== Segment start ==

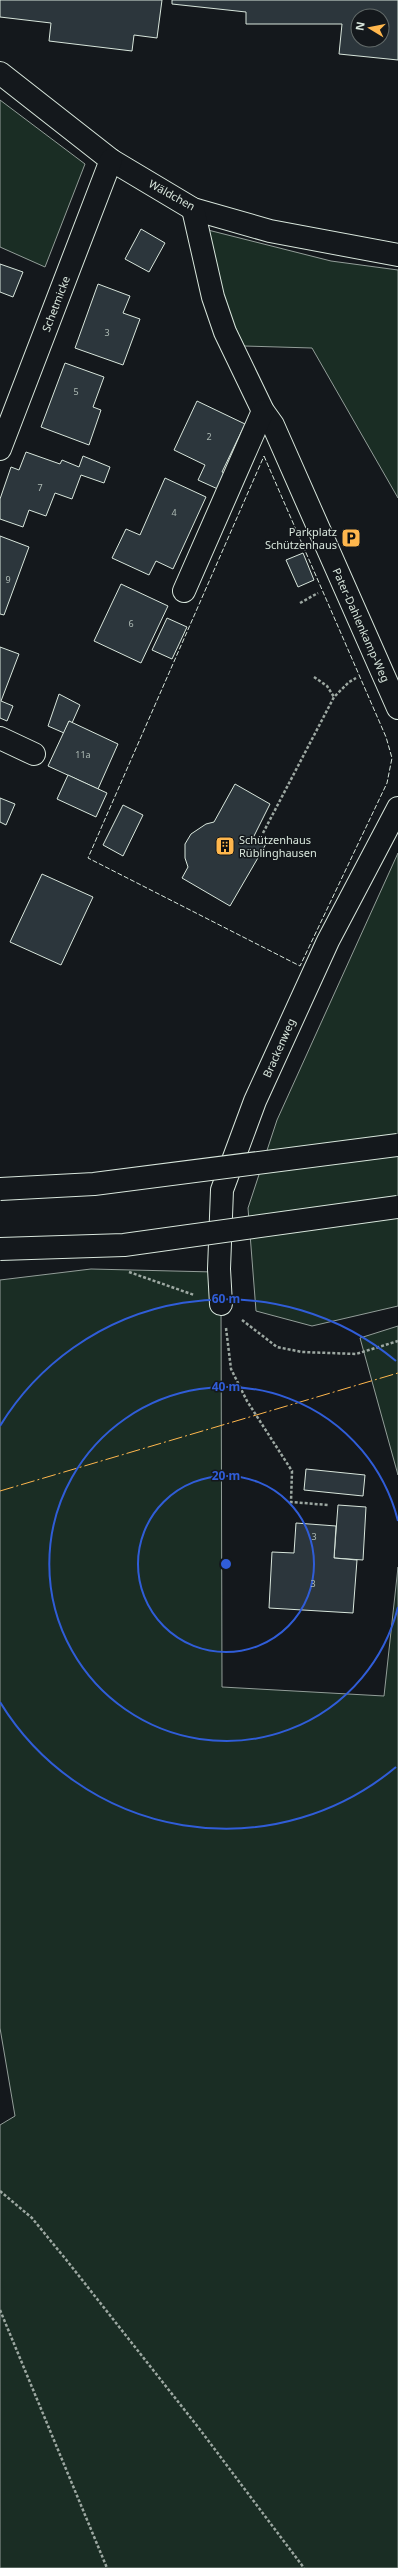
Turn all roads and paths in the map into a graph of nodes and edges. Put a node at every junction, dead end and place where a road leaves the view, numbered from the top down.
1 (0, 73) edge
2 (111, 160) junction
3 (193, 208) junction
4 (398, 255) edge
5 (263, 411) junction
6 (0, 449) edge
7 (184, 591) dead end
8 (380, 668) junction
9 (314, 677) dead end
10 (334, 698) junction
11 (398, 708) edge
12 (0, 738) edge
13 (34, 754) dead end
14 (398, 808) edge
15 (263, 833) dead end
16 (398, 1145) edge
17 (0, 1189) edge
18 (398, 1207) edge
19 (0, 1249) edge
20 (221, 1304) junction
21 (398, 1341) edge
22 (328, 1505) dead end
23 (0, 2191) edge
24 (0, 2310) edge
25 (106, 2568) edge
26 (304, 2568) edge

1 - 2 main road, Wäldchen
2 - 3 main road, Wäldchen
2 - 6 main road, Schetmicke
3 - 4 main road, Wäldchen
3 - 5 main road, Pater-Dahlenkamp-Weg
5 - 7 main road
5 - 8 main road, Pater-Dahlenkamp-Weg
8 - 10 path
8 - 11 main road, Pater-Dahlenkamp-Weg
9 - 10 path
10 - 15 path
12 - 13 main road
14 - 20 main road, Brackenweg
16 - 17 main road, bridge
18 - 19 main road, bridge
20 - 21 path
20 - 22 path
23 - 26 path
24 - 25 path

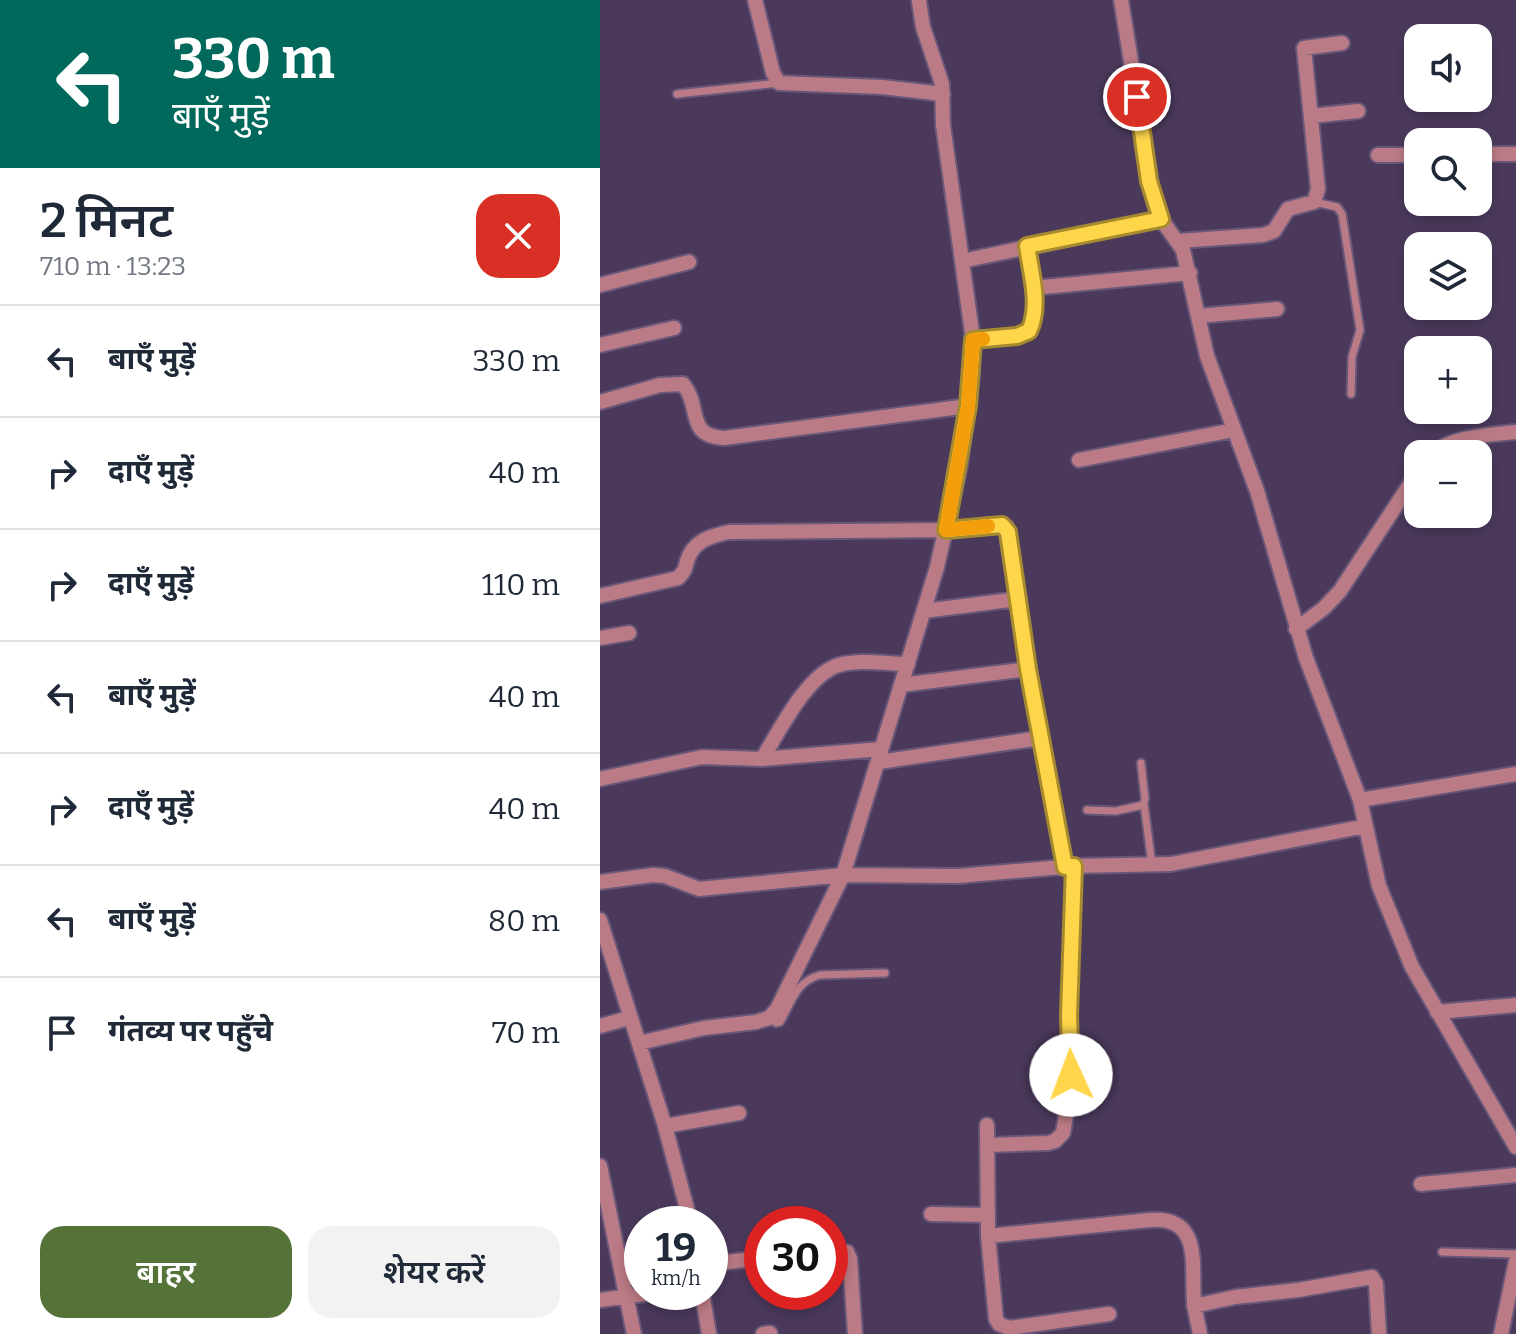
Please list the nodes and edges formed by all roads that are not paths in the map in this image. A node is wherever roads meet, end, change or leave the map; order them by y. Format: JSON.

== Segment end ==

**What to work on**. Give back the data exactly. Skip any images.

**Worked solution**.
Turn all roads and paths in the map into a graph of nodes and edges. Put a node at every junction, dead end and place where a road leaves the view, numbered from the top down.
1 (0, 73) edge
2 (111, 160) junction
3 (193, 208) junction
4 (398, 255) edge
5 (263, 411) junction
6 (0, 449) edge
7 (184, 591) dead end
8 (380, 668) junction
9 (314, 677) dead end
10 (334, 698) junction
11 (398, 708) edge
12 (0, 738) edge
13 (34, 754) dead end
14 (398, 808) edge
15 (263, 833) dead end
16 (398, 1145) edge
17 (0, 1189) edge
18 (398, 1207) edge
19 (0, 1249) edge
20 (221, 1304) junction
21 (398, 1341) edge
22 (328, 1505) dead end
23 (0, 2191) edge
24 (0, 2310) edge
25 (106, 2568) edge
26 (304, 2568) edge

1 - 2 main road, Wäldchen
2 - 3 main road, Wäldchen
2 - 6 main road, Schetmicke
3 - 4 main road, Wäldchen
3 - 5 main road, Pater-Dahlenkamp-Weg
5 - 7 main road
5 - 8 main road, Pater-Dahlenkamp-Weg
8 - 10 path
8 - 11 main road, Pater-Dahlenkamp-Weg
9 - 10 path
10 - 15 path
12 - 13 main road
14 - 20 main road, Brackenweg
16 - 17 main road, bridge
18 - 19 main road, bridge
20 - 21 path
20 - 22 path
23 - 26 path
24 - 25 path

Please list the nodes and edges formed by all roads that are not paths in the map in this image. A node is wherever roads meet, end, change or leave the map; order them by y. Format: JSON.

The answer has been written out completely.